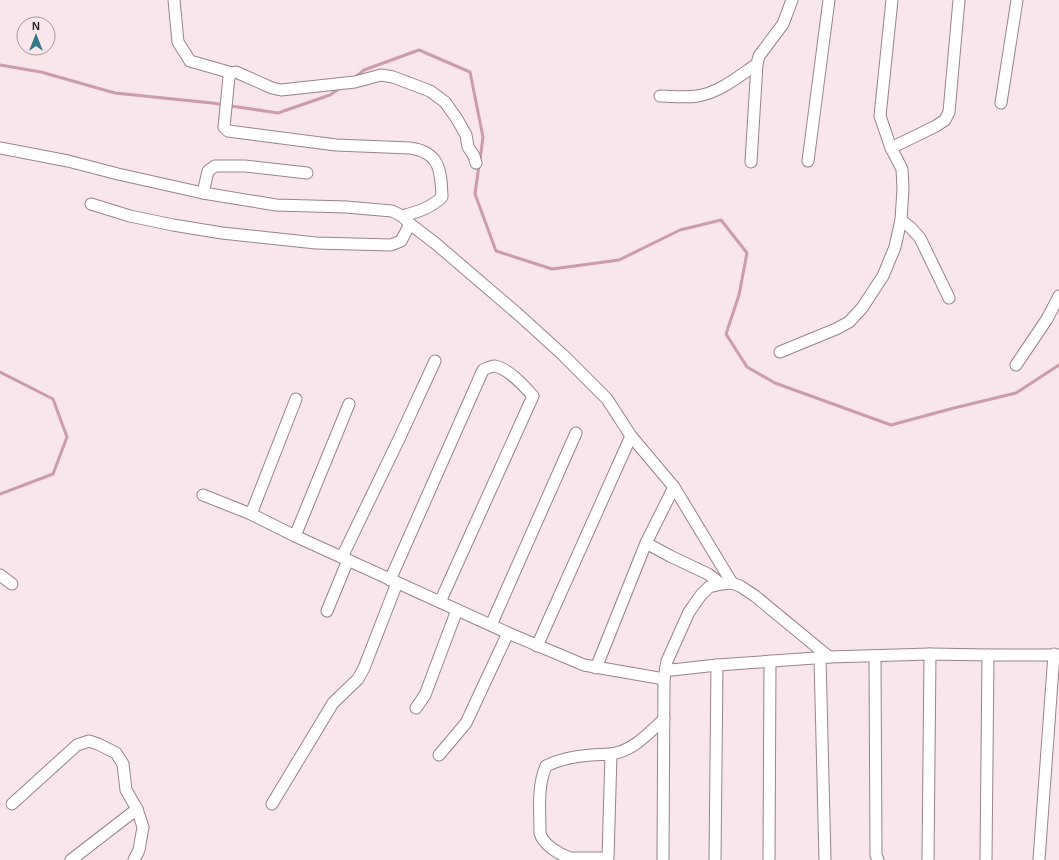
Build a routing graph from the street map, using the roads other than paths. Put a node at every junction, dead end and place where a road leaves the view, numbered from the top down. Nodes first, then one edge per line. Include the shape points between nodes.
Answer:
1 (174, 0) edge
2 (792, 0) edge
3 (829, 0) edge
4 (892, 0) edge
5 (959, 0) edge
6 (1017, 0) edge
7 (757, 64) junction
8 (230, 75) junction
9 (660, 96) dead end
10 (1001, 103) dead end
11 (0, 148) edge
12 (891, 148) junction
13 (808, 161) dead end
14 (751, 162) dead end
15 (476, 163) dead end
16 (307, 173) dead end
17 (203, 193) junction
18 (91, 204) dead end
19 (406, 220) junction
20 (901, 220) junction
21 (1059, 296) edge
22 (949, 298) dead end
23 (780, 352) dead end
24 (435, 361) dead end
25 (1016, 365) dead end
26 (296, 399) dead end
27 (349, 404) dead end
28 (576, 433) dead end
29 (631, 436) junction
30 (674, 487) junction
31 (203, 495) dead end
32 (251, 514) junction
33 (295, 536) junction
34 (646, 543) junction
35 (345, 559) junction
36 (0, 575) edge
37 (394, 581) junction
38 (726, 583) junction
39 (12, 584) dead end
40 (440, 602) junction
41 (457, 610) junction
42 (327, 611) dead end
43 (491, 625) junction
44 (508, 634) junction
45 (537, 646) junction
46 (930, 654) junction
47 (988, 655) junction
48 (1056, 655) edge
49 (875, 656) junction
50 (824, 658) junction
51 (770, 661) junction
52 (717, 665) junction
53 (666, 667) junction
54 (596, 668) junction
55 (664, 679) junction
56 (416, 708) dead end
57 (664, 719) junction
58 (611, 754) junction
59 (439, 755) dead end
60 (12, 804) dead end
61 (272, 804) dead end
62 (137, 809) junction
63 (608, 859) edge
64 (71, 860) edge
65 (134, 860) edge
66 (663, 860) edge
67 (715, 860) edge
68 (769, 860) edge
69 (825, 860) edge
70 (878, 860) edge
71 (928, 860) edge
72 (986, 860) edge
73 (1039, 860) edge

1 - 8 street via 178,42 190,61
2 - 7 street via 783,24 759,56
3 - 13 street
4 - 12 street via 880,116
5 - 12 street via 949,112 945,120 936,126
6 - 10 street
7 - 9 street via 707,94
7 - 14 street
8 - 15 street via 236,72 281,90 355,82 381,75 430,90 445,102 457,119
8 - 19 street via 224,127 231,133 336,145 421,150 429,154 437,162 441,174 442,197 435,204
11 - 17 street via 68,161
12 - 20 street via 902,169
16 - 17 street via 244,166 214,166 208,171
17 - 19 street via 276,205 392,211
18 - 19 street via 173,225 316,243 391,245 401,241
19 - 29 street via 563,355 607,399
20 - 22 street via 920,238
20 - 23 street via 895,247 883,276 862,308 849,322 836,329
21 - 25 street via 1048,319
24 - 35 street
26 - 32 street
27 - 33 street
28 - 43 street
29 - 30 street
29 - 45 street
30 - 34 street
30 - 38 street
31 - 32 street
32 - 33 street
33 - 35 street
34 - 38 street
34 - 54 street
35 - 37 street
35 - 42 street
36 - 39 street
37 - 40 street
37 - 40 street via 483,370 494,366 503,370 519,381 533,396
37 - 61 street via 358,679 333,704
38 - 50 street via 740,586 754,596
38 - 53 street via 709,587 700,595 689,612
40 - 41 street
41 - 43 street
41 - 56 street via 425,695
43 - 44 street
44 - 45 street
44 - 59 street via 466,723
45 - 54 street
46 - 47 street
46 - 49 street
46 - 71 street
47 - 48 street
47 - 72 street
48 - 73 street
49 - 50 street
49 - 70 street
50 - 51 street
50 - 69 street
51 - 52 street
51 - 68 street
52 - 53 street via 672,670
52 - 67 street
53 - 55 street
54 - 55 street
55 - 57 street
57 - 58 street via 641,740
57 - 66 street
58 - 63 street
58 - 63 street via 588,755 556,761 546,766 541,777 540,791 540,833 544,842 570,858
60 - 62 street via 77,745 89,742 116,753 123,764 126,790
62 - 64 street
62 - 65 street via 143,827 139,850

● **What you should do**
Give back all entries exactly. No pictures belong in the copy.

● **Response box**
Build a routing graph from the street map, using the roads other than paths. Put a node at every junction, dead end and place where a road leaves the view, numbered from the top down. Nodes first, then one edge per line. Include the shape points between nodes.
Answer:
1 (174, 0) edge
2 (792, 0) edge
3 (829, 0) edge
4 (892, 0) edge
5 (959, 0) edge
6 (1017, 0) edge
7 (757, 64) junction
8 (230, 75) junction
9 (660, 96) dead end
10 (1001, 103) dead end
11 (0, 148) edge
12 (891, 148) junction
13 (808, 161) dead end
14 (751, 162) dead end
15 (476, 163) dead end
16 (307, 173) dead end
17 (203, 193) junction
18 (91, 204) dead end
19 (406, 220) junction
20 (901, 220) junction
21 (1059, 296) edge
22 (949, 298) dead end
23 (780, 352) dead end
24 (435, 361) dead end
25 (1016, 365) dead end
26 (296, 399) dead end
27 (349, 404) dead end
28 (576, 433) dead end
29 (631, 436) junction
30 (674, 487) junction
31 (203, 495) dead end
32 (251, 514) junction
33 (295, 536) junction
34 (646, 543) junction
35 (345, 559) junction
36 (0, 575) edge
37 (394, 581) junction
38 (726, 583) junction
39 (12, 584) dead end
40 (440, 602) junction
41 (457, 610) junction
42 (327, 611) dead end
43 (491, 625) junction
44 (508, 634) junction
45 (537, 646) junction
46 (930, 654) junction
47 (988, 655) junction
48 (1056, 655) edge
49 (875, 656) junction
50 (824, 658) junction
51 (770, 661) junction
52 (717, 665) junction
53 (666, 667) junction
54 (596, 668) junction
55 (664, 679) junction
56 (416, 708) dead end
57 (664, 719) junction
58 (611, 754) junction
59 (439, 755) dead end
60 (12, 804) dead end
61 (272, 804) dead end
62 (137, 809) junction
63 (608, 859) edge
64 (71, 860) edge
65 (134, 860) edge
66 (663, 860) edge
67 (715, 860) edge
68 (769, 860) edge
69 (825, 860) edge
70 (878, 860) edge
71 (928, 860) edge
72 (986, 860) edge
73 (1039, 860) edge

1 - 8 street via 178,42 190,61
2 - 7 street via 783,24 759,56
3 - 13 street
4 - 12 street via 880,116
5 - 12 street via 949,112 945,120 936,126
6 - 10 street
7 - 9 street via 707,94
7 - 14 street
8 - 15 street via 236,72 281,90 355,82 381,75 430,90 445,102 457,119
8 - 19 street via 224,127 231,133 336,145 421,150 429,154 437,162 441,174 442,197 435,204
11 - 17 street via 68,161
12 - 20 street via 902,169
16 - 17 street via 244,166 214,166 208,171
17 - 19 street via 276,205 392,211
18 - 19 street via 173,225 316,243 391,245 401,241
19 - 29 street via 563,355 607,399
20 - 22 street via 920,238
20 - 23 street via 895,247 883,276 862,308 849,322 836,329
21 - 25 street via 1048,319
24 - 35 street
26 - 32 street
27 - 33 street
28 - 43 street
29 - 30 street
29 - 45 street
30 - 34 street
30 - 38 street
31 - 32 street
32 - 33 street
33 - 35 street
34 - 38 street
34 - 54 street
35 - 37 street
35 - 42 street
36 - 39 street
37 - 40 street
37 - 40 street via 483,370 494,366 503,370 519,381 533,396
37 - 61 street via 358,679 333,704
38 - 50 street via 740,586 754,596
38 - 53 street via 709,587 700,595 689,612
40 - 41 street
41 - 43 street
41 - 56 street via 425,695
43 - 44 street
44 - 45 street
44 - 59 street via 466,723
45 - 54 street
46 - 47 street
46 - 49 street
46 - 71 street
47 - 48 street
47 - 72 street
48 - 73 street
49 - 50 street
49 - 70 street
50 - 51 street
50 - 69 street
51 - 52 street
51 - 68 street
52 - 53 street via 672,670
52 - 67 street
53 - 55 street
54 - 55 street
55 - 57 street
57 - 58 street via 641,740
57 - 66 street
58 - 63 street
58 - 63 street via 588,755 556,761 546,766 541,777 540,791 540,833 544,842 570,858
60 - 62 street via 77,745 89,742 116,753 123,764 126,790
62 - 64 street
62 - 65 street via 143,827 139,850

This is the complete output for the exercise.